## Exercise objective:
From the material that follows, count the lines with the word "wherever" in them. Reply with the number only.

## Data excerpts:
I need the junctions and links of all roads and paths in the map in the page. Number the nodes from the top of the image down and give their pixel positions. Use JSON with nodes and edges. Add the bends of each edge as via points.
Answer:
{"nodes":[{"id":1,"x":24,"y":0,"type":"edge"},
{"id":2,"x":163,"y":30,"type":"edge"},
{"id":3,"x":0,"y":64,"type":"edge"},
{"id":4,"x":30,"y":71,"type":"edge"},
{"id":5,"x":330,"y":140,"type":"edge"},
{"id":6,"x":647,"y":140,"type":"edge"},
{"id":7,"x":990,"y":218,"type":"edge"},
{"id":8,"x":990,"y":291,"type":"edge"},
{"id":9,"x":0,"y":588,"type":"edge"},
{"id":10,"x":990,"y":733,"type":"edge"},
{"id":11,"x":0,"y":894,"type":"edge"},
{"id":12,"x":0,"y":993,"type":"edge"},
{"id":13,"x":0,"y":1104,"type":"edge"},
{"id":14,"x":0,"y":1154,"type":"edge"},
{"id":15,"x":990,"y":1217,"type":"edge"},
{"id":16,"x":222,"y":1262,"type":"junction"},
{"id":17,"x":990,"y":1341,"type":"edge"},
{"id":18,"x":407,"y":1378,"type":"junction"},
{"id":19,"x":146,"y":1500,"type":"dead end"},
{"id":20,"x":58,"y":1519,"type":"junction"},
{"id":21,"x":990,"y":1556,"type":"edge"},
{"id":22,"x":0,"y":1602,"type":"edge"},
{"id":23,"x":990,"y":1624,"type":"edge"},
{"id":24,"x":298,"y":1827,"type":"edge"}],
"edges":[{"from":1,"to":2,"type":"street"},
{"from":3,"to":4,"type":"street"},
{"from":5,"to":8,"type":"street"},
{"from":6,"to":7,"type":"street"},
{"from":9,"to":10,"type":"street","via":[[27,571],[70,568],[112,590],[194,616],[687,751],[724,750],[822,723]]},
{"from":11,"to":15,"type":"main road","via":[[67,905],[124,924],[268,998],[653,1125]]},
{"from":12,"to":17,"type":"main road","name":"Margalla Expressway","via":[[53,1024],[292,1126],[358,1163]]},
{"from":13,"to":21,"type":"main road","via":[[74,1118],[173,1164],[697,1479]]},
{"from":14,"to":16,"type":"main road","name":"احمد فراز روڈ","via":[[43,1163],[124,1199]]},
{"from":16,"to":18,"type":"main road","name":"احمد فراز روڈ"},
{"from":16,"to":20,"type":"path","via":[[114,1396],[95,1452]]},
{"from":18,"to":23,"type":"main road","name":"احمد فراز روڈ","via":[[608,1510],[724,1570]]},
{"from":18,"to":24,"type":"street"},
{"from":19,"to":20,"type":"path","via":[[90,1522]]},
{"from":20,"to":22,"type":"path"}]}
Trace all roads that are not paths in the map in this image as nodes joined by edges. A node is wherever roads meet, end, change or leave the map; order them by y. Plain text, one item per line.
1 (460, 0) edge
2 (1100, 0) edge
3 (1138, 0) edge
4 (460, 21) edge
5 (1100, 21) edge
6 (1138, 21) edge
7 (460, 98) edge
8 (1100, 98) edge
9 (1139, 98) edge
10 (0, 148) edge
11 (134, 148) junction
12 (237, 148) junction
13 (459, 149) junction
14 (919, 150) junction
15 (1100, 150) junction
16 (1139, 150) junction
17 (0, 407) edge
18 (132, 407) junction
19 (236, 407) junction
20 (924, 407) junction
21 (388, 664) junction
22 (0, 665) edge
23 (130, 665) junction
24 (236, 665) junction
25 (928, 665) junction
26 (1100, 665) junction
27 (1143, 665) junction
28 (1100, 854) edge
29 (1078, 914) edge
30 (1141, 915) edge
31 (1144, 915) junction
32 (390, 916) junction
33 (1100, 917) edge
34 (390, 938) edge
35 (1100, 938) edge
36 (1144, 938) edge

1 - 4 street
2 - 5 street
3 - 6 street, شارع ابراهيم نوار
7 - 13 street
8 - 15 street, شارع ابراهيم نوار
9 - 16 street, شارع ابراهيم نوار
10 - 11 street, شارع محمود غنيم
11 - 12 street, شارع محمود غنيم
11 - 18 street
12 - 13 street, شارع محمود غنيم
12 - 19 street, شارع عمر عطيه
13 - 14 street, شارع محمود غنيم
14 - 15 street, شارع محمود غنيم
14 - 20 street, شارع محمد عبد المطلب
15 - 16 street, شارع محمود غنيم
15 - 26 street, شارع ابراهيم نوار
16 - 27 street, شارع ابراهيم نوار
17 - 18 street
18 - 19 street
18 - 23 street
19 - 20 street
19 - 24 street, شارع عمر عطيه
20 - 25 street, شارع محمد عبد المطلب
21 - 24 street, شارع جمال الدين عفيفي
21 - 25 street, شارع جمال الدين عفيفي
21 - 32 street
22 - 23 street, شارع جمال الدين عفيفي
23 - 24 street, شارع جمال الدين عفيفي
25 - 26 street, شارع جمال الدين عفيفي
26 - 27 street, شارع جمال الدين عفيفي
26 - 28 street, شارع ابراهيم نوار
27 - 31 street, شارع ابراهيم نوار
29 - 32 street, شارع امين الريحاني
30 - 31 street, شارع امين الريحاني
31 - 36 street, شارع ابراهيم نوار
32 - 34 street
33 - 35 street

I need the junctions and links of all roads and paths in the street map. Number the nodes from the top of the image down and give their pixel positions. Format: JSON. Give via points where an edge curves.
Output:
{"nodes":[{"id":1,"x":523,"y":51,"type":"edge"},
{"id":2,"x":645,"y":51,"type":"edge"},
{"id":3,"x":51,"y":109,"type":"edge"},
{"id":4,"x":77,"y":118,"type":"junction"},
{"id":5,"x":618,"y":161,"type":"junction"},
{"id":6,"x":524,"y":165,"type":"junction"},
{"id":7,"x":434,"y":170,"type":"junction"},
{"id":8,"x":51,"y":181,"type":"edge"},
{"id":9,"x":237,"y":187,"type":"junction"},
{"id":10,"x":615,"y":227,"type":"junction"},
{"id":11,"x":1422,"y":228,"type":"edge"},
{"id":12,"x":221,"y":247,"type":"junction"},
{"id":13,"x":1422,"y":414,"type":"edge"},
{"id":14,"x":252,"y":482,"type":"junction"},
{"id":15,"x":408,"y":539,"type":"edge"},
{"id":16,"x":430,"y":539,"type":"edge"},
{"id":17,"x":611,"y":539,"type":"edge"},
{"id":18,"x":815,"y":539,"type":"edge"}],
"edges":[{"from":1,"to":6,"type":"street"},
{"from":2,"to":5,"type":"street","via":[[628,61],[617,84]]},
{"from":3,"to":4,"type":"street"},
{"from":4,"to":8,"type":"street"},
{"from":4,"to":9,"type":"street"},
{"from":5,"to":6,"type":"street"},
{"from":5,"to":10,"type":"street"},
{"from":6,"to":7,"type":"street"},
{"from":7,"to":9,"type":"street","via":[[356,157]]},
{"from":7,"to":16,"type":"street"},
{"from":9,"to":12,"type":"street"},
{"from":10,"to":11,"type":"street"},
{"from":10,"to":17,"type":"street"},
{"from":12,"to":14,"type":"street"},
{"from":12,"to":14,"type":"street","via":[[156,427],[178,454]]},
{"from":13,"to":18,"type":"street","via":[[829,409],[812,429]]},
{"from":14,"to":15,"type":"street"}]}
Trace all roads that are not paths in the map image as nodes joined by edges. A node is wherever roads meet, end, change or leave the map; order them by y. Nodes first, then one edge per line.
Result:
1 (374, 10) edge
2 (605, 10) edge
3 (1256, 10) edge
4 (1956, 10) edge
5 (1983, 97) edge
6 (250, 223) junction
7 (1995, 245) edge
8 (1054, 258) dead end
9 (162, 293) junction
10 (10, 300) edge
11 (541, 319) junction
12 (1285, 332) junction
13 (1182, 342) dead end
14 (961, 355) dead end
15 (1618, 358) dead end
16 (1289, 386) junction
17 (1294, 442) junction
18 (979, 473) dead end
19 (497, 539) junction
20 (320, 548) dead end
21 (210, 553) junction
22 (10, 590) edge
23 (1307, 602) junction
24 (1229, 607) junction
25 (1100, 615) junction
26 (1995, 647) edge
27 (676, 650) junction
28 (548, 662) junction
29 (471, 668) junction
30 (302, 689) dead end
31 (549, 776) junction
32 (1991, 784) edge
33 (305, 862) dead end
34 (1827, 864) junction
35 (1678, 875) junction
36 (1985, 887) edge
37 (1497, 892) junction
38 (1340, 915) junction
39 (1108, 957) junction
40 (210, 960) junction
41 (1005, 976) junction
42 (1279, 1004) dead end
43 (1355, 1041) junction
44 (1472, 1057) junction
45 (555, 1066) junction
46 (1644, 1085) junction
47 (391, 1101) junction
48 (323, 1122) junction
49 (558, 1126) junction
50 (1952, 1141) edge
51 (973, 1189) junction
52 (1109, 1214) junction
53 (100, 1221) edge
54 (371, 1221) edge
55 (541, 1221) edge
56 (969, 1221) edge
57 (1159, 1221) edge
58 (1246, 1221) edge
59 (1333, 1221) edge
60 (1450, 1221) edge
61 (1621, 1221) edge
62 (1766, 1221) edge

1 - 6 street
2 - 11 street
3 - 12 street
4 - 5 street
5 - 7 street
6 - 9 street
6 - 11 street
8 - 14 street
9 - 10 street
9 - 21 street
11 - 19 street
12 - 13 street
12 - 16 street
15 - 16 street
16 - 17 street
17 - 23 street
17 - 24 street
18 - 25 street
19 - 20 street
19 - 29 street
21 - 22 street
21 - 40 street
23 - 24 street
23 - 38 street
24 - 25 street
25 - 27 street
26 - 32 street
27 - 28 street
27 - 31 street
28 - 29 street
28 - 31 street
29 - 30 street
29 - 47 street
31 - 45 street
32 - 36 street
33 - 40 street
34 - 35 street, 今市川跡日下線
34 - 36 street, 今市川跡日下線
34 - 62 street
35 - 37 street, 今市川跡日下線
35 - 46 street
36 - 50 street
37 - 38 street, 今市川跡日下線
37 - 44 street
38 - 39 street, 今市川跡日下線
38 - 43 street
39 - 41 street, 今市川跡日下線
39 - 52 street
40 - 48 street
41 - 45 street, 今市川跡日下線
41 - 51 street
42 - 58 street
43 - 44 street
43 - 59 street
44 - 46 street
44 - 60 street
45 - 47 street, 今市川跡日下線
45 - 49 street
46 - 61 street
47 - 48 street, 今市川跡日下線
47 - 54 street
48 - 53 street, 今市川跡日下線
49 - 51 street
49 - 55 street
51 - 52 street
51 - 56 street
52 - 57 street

## Answer for this exercise:
2